Dans un contexte social difficile, L’ex bassin minier qui rayonne autour de la ville de Lens est le bassin d’emploi le plus pauvre de France. Les statistiques sociales, sanitaires et médicales glacent le sang, tout comme celles du décrochage scolaire. Le tissu industriel est en déliquescence et le chômage atteint des records. Et bien que notre cœur vibre à la vue des couleurs sang & or, il est logique qu’une grande majorité de fidèles soit maladroite (pour ne pas dire plus), et le fait de le leur souligner aussi vertement ne peut qu’engendrer frustration et complexe.
Le goût des autres
Cet article ne se veut en aucun cas moralisateur ni sorti du pays de Candy où tout est rose et idyllique. Je ne suis pas sociologue et mon constat ne se base sur aucune étude empirique fiable.
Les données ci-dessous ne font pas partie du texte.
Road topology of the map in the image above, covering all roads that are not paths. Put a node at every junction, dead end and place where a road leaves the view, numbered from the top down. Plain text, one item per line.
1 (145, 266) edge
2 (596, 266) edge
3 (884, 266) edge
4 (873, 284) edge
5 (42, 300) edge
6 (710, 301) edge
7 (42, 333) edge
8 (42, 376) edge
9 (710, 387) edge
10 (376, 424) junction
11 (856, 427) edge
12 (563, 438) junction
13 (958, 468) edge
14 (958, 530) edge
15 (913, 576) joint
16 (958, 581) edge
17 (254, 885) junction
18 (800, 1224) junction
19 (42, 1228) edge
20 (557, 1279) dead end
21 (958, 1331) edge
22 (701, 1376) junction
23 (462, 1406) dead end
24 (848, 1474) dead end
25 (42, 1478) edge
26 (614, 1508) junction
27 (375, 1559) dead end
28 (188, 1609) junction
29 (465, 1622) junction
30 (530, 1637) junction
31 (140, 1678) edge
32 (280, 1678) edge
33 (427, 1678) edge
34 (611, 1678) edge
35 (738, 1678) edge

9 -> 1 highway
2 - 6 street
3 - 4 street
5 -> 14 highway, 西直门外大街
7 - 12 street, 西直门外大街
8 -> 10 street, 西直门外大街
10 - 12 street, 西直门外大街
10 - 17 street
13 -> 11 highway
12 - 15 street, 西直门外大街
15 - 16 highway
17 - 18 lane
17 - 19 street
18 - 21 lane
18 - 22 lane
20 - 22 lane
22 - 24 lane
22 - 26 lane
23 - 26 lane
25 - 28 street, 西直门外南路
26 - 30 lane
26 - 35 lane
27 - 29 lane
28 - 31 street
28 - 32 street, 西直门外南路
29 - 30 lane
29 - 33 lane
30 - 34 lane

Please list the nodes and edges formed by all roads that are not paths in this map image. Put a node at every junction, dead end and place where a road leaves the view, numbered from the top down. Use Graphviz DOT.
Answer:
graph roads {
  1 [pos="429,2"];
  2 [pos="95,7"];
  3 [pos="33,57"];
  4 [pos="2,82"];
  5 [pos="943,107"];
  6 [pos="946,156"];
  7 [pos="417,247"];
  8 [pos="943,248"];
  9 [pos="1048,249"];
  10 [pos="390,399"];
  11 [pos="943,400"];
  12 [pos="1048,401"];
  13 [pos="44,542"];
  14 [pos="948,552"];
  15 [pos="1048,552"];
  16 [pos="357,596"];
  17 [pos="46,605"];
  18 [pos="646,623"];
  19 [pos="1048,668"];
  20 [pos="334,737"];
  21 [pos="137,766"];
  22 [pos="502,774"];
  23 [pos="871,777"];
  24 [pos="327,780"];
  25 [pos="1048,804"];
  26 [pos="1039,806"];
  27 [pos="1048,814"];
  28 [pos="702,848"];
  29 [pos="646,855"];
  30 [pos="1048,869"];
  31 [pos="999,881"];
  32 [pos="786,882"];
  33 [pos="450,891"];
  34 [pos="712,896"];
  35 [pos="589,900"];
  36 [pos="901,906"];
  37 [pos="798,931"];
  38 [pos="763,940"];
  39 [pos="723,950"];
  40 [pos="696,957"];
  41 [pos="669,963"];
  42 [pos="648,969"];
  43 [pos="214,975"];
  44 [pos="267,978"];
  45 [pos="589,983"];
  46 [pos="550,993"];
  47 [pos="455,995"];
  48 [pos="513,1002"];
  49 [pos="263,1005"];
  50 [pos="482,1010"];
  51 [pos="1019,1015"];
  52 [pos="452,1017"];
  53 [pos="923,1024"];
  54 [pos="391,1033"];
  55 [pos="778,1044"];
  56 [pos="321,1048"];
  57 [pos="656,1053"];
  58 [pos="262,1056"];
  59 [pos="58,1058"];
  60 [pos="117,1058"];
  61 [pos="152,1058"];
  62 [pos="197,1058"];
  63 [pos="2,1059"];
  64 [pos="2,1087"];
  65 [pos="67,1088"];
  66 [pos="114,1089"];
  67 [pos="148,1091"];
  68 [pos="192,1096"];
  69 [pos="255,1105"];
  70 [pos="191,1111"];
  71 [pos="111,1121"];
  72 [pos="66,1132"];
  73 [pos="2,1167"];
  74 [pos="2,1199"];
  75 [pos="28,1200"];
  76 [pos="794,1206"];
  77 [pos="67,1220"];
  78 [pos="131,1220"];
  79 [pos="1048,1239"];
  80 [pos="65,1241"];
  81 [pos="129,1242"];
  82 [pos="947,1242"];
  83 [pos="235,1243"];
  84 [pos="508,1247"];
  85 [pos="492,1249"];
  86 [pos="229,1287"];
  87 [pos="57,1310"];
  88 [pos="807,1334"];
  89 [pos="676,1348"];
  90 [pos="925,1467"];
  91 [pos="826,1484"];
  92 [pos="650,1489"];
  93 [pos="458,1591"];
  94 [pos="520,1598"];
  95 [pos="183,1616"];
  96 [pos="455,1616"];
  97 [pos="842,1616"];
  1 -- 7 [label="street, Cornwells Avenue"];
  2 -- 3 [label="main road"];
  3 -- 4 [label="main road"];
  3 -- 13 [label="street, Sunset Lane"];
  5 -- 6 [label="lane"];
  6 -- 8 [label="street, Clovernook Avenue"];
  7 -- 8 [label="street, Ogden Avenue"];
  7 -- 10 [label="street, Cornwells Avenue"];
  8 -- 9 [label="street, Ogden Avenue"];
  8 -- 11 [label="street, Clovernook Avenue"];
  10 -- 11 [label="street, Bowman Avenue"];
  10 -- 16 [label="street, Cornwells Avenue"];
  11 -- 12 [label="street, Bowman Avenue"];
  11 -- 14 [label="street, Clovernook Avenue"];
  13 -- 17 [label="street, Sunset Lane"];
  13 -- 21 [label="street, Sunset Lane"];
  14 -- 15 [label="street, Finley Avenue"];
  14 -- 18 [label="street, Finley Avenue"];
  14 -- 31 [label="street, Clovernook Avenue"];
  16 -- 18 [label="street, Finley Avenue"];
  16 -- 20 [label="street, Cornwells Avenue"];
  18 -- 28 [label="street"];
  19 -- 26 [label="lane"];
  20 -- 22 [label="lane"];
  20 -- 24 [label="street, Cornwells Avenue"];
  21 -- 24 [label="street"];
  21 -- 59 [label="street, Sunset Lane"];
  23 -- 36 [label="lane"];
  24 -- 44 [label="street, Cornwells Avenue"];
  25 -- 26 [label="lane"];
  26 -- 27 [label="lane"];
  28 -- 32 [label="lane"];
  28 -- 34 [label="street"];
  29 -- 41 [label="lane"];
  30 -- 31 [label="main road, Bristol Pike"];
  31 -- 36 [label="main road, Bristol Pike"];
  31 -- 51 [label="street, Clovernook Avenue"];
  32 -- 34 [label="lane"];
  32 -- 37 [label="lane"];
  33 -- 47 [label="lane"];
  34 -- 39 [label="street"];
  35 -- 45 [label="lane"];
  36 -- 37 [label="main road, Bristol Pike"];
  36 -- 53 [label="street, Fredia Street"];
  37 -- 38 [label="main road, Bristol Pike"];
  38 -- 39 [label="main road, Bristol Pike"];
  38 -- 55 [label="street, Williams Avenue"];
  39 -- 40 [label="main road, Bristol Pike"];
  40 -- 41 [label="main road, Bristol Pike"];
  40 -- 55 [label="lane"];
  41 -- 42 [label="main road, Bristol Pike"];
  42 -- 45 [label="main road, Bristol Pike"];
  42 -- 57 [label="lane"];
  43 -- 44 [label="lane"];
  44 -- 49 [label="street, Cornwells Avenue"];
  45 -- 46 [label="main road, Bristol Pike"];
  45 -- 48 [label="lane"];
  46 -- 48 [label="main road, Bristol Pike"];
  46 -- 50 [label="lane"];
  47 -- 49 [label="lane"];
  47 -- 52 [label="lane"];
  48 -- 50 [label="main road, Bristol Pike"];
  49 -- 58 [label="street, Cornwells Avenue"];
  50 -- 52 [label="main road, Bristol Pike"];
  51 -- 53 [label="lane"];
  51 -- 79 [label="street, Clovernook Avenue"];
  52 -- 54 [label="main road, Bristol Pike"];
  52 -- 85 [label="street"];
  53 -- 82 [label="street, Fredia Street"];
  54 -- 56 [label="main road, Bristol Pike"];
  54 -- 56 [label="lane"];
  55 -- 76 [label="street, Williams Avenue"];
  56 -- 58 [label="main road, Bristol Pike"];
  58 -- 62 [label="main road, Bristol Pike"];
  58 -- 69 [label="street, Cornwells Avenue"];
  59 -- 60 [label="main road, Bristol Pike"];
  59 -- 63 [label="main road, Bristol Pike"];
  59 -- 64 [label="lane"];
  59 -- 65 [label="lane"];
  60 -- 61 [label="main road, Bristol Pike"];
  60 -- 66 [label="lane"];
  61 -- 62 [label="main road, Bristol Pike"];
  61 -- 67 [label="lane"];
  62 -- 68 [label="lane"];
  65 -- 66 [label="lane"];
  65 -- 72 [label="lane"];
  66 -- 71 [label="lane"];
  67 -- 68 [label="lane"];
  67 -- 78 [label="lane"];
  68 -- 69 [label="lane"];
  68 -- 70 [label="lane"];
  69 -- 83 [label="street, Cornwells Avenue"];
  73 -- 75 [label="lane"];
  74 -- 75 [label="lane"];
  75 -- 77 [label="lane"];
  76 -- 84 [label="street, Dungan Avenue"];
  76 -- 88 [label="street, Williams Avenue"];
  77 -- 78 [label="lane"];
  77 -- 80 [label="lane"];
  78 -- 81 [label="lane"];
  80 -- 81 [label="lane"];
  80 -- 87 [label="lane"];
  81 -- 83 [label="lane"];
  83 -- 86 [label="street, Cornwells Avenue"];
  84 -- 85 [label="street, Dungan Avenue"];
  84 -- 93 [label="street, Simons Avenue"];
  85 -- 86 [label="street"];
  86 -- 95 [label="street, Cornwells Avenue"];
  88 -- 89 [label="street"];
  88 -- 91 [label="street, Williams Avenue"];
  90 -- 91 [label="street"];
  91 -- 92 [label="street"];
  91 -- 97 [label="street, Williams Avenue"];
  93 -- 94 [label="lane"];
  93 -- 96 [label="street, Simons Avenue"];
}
Simplement je soulève une interrogation : n’existe-t-il donc pas une certaine dissonance entre l’apparence du peuple lensois uni, comme lors de l’ouverture de la ligue 2, et la réalité ? Moi qui me suis copieusement marré en lisant certains posts facebook et qui n’hésite pas non plus à tancer certains joueurs qui m'exaspèrent, je pointe simplement du doigt une situation étrange : Pourquoi dissocier le fond de la forme ?
J’ai l’impression que, si la forme n’est pas au rendez-vous, les propos seront forcément discrédités. A l'inverse, faut-il nécessairement prendre au sérieux un propos sous prétexte qu’il est bien amené ?
En guise de conclusion, disons ceci : pour pouvoir dire « j'aime le foot », il faut pouvoir intellectualiser la chose si l'on ne veut pas passer pour un con. Une manière pour les classes aisées de se justifier de leur goût pour un sport pratiqué par les pauvres et pour les pauvres.
C'est de la « gentrification sportive ».